### About this task
Retype every entry below without pictures.

Collected data entries:
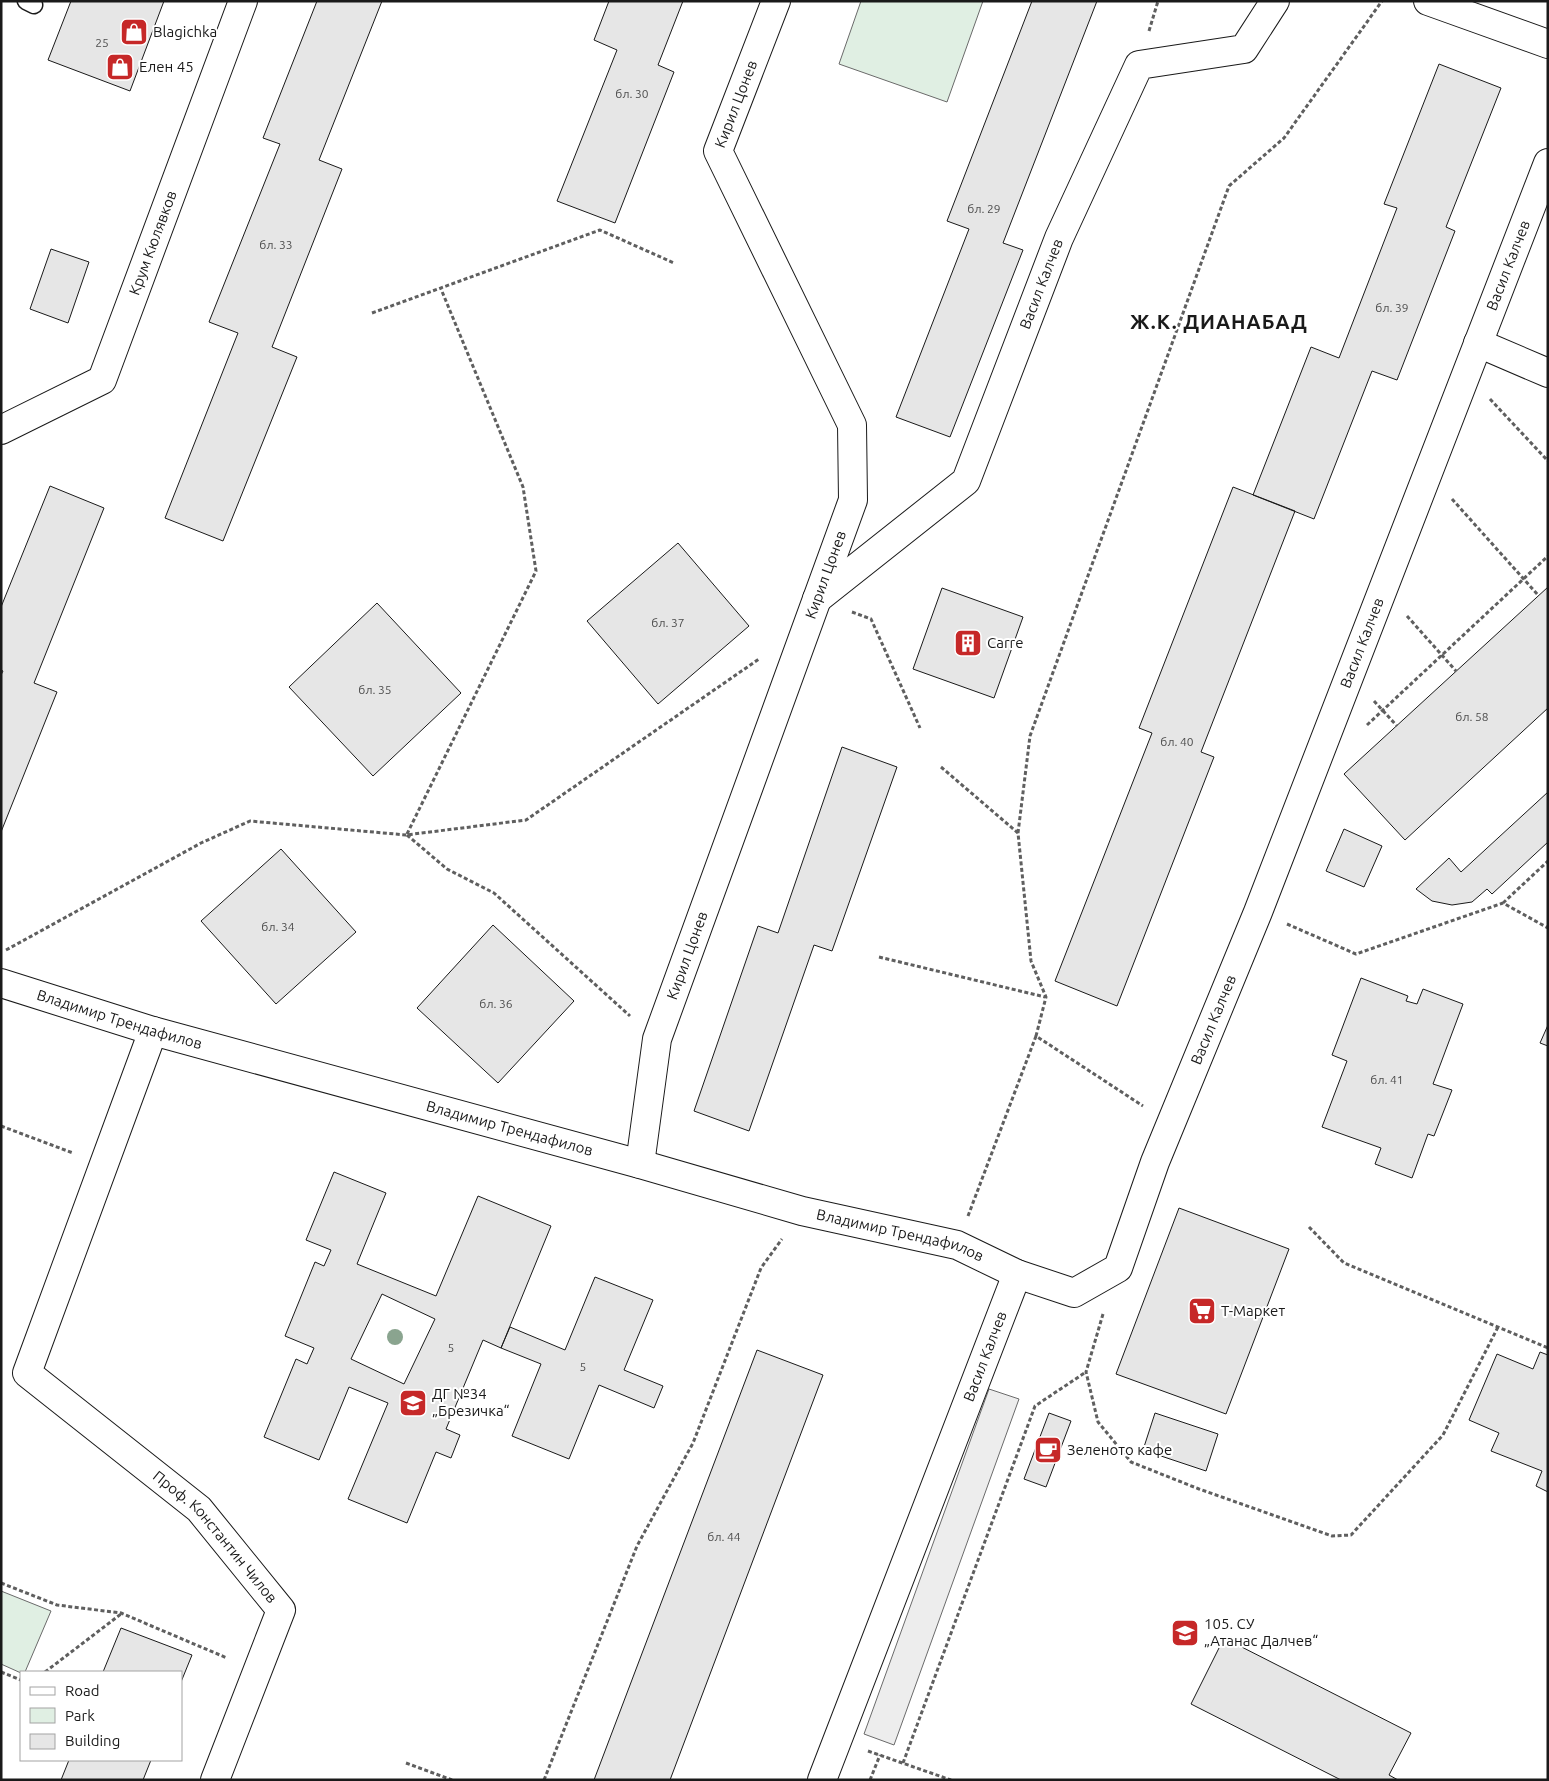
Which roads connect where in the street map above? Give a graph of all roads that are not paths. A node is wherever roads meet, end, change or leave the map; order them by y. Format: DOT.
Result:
graph roads {
  1 [pos="243,1"];
  2 [pos="776,1"];
  3 [pos="1275,1"];
  4 [pos="1428,1"];
  5 [pos="1548,44"];
  6 [pos="1548,164"];
  7 [pos="1478,343"];
  8 [pos="1548,373"];
  9 [pos="1,430"];
  10 [pos="817,599"];
  11 [pos="1,983"];
  12 [pos="153,1031"];
  13 [pos="640,1164"];
  14 [pos="1017,1274"];
  15 [pos="215,1780"];
  16 [pos="822,1780"];
  1 -- 9 [label="street, Крум Кюлявков"];
  2 -- 10 [label="street, Кирил Цонев"];
  3 -- 10 [label="street, Васил Калчев"];
  4 -- 5 [label="street"];
  6 -- 7 [label="street, Васил Калчев"];
  7 -- 8 [label="street"];
  7 -- 14 [label="street, Васил Калчев"];
  10 -- 13 [label="street, Кирил Цонев"];
  11 -- 12 [label="street, Владимир Трендафилов"];
  12 -- 13 [label="street, Владимир Трендафилов"];
  12 -- 15 [label="street, Проф. Константин Чилов"];
  13 -- 14 [label="street, Владимир Трендафилов"];
  14 -- 16 [label="street, Васил Калчев"];
}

### Answer to this task
Which roads connect where in the street map above? Give a graph of all roads that are not paths. A node is wherever roads meet, end, change or leave the map; order them by y. Format: DOT.
Result:
graph roads {
  1 [pos="243,1"];
  2 [pos="776,1"];
  3 [pos="1275,1"];
  4 [pos="1428,1"];
  5 [pos="1548,44"];
  6 [pos="1548,164"];
  7 [pos="1478,343"];
  8 [pos="1548,373"];
  9 [pos="1,430"];
  10 [pos="817,599"];
  11 [pos="1,983"];
  12 [pos="153,1031"];
  13 [pos="640,1164"];
  14 [pos="1017,1274"];
  15 [pos="215,1780"];
  16 [pos="822,1780"];
  1 -- 9 [label="street, Крум Кюлявков"];
  2 -- 10 [label="street, Кирил Цонев"];
  3 -- 10 [label="street, Васил Калчев"];
  4 -- 5 [label="street"];
  6 -- 7 [label="street, Васил Калчев"];
  7 -- 8 [label="street"];
  7 -- 14 [label="street, Васил Калчев"];
  10 -- 13 [label="street, Кирил Цонев"];
  11 -- 12 [label="street, Владимир Трендафилов"];
  12 -- 13 [label="street, Владимир Трендафилов"];
  12 -- 15 [label="street, Проф. Константин Чилов"];
  13 -- 14 [label="street, Владимир Трендафилов"];
  14 -- 16 [label="street, Васил Калчев"];
}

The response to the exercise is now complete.